| Assigned task |
Your answer must consist of exactly the lines below, starting with the line with "pinky mcp: (359, 179)" and going on through the line with "middle pip: (330, 172)", and nothing else.

** Information provided follows **

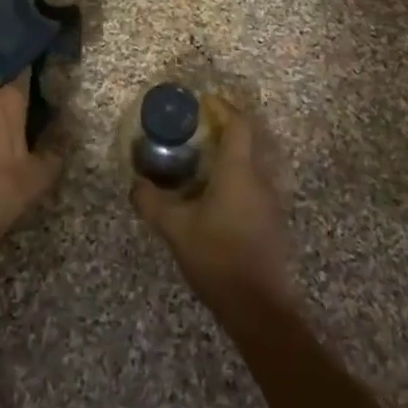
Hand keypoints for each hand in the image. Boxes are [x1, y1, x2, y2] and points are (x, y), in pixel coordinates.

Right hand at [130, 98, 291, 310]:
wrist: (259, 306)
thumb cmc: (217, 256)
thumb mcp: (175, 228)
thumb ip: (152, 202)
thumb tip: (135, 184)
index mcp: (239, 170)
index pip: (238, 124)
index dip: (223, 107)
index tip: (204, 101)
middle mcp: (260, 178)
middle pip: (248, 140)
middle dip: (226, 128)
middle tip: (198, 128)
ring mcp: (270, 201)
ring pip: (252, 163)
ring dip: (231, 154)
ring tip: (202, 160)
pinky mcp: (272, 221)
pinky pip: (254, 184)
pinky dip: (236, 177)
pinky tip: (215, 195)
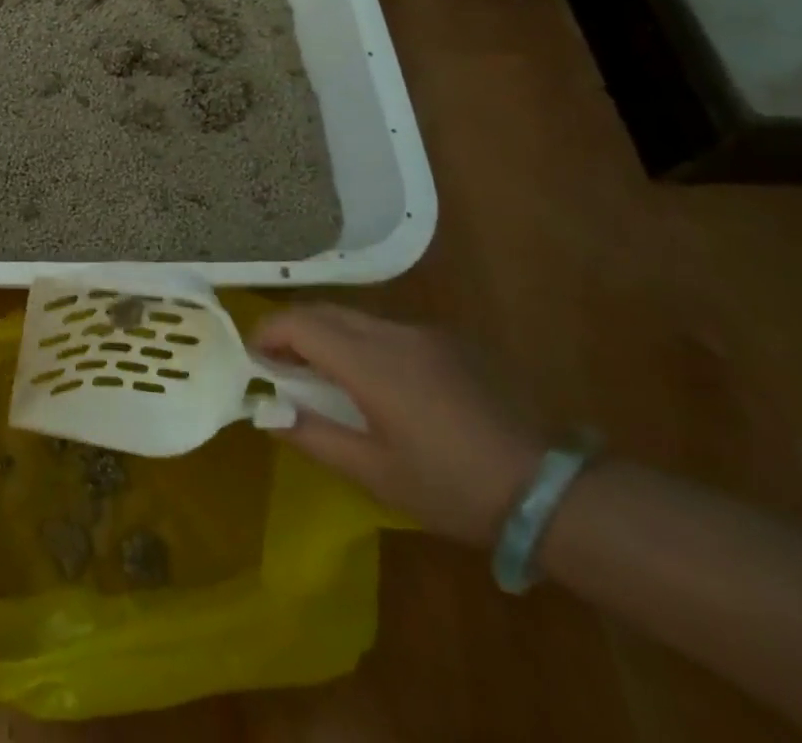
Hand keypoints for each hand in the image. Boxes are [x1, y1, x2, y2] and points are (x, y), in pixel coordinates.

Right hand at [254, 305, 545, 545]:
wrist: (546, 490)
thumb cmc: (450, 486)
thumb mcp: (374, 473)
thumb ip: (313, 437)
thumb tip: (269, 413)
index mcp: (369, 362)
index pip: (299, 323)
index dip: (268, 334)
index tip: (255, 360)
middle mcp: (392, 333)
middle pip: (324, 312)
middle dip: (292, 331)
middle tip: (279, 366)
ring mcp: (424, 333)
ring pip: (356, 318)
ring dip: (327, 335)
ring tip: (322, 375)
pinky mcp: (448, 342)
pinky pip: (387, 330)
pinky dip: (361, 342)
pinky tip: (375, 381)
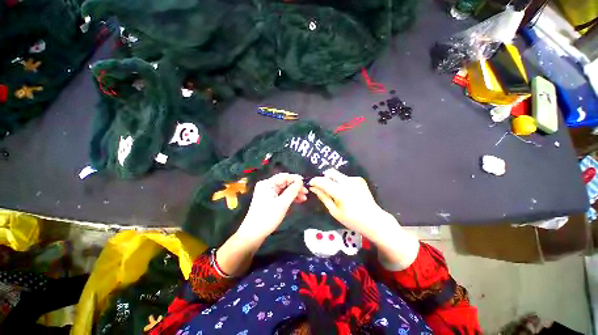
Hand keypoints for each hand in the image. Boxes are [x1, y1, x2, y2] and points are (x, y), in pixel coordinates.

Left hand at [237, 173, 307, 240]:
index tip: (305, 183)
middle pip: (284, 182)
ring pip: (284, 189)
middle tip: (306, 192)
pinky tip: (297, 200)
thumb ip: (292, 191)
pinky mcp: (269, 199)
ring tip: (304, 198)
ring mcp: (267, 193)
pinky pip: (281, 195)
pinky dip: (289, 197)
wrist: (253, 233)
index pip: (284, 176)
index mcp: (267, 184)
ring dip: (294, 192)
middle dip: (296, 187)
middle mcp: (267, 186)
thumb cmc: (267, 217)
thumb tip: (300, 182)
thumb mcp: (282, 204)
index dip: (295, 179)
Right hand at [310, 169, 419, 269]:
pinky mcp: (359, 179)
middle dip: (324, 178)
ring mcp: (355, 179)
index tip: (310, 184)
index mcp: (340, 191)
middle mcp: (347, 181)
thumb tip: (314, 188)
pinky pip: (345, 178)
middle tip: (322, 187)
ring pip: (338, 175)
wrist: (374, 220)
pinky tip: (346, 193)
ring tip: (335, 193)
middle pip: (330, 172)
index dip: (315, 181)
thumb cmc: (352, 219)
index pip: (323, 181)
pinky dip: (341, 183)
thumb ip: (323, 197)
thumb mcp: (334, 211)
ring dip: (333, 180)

** End of Information provided **
** Information provided follows **

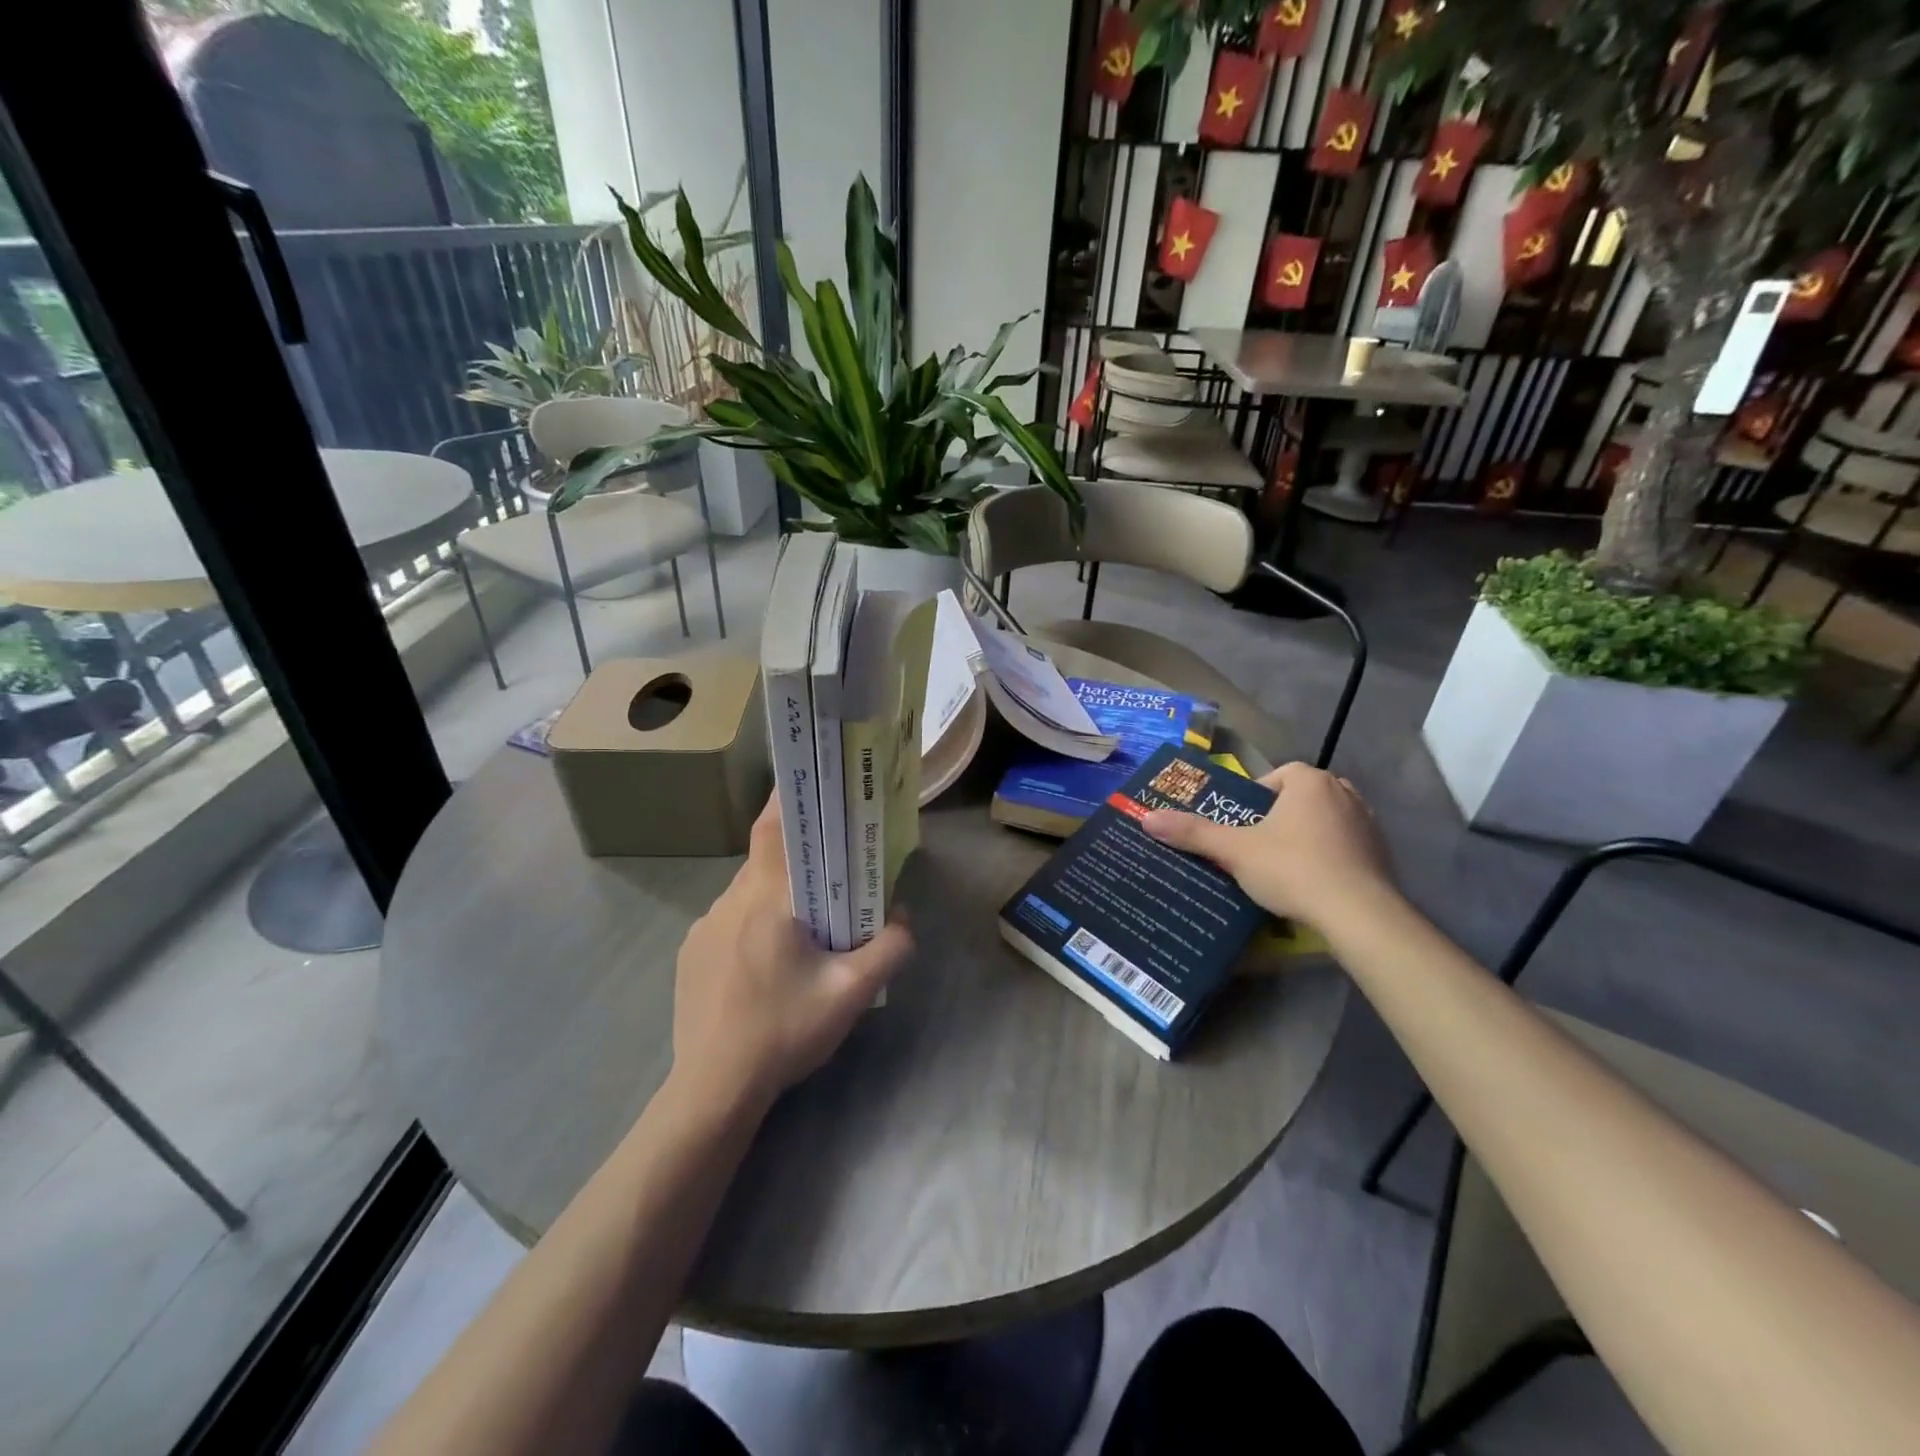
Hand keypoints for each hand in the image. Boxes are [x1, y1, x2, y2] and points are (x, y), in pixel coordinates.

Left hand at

** End of Information provided **

| Answer space |
pinky mcp: (359, 179)
middle dip: (324, 178)
ring mcp: (355, 179)
index tip: (310, 184)
index mcp: (340, 191)
middle mcp: (347, 181)
thumb tip: (314, 188)
pinky pip: (345, 178)
middle tip: (322, 187)
ring pip: (338, 175)
wrist: (374, 220)
pinky tip: (346, 193)
ring tip: (335, 193)
middle pip: (330, 172)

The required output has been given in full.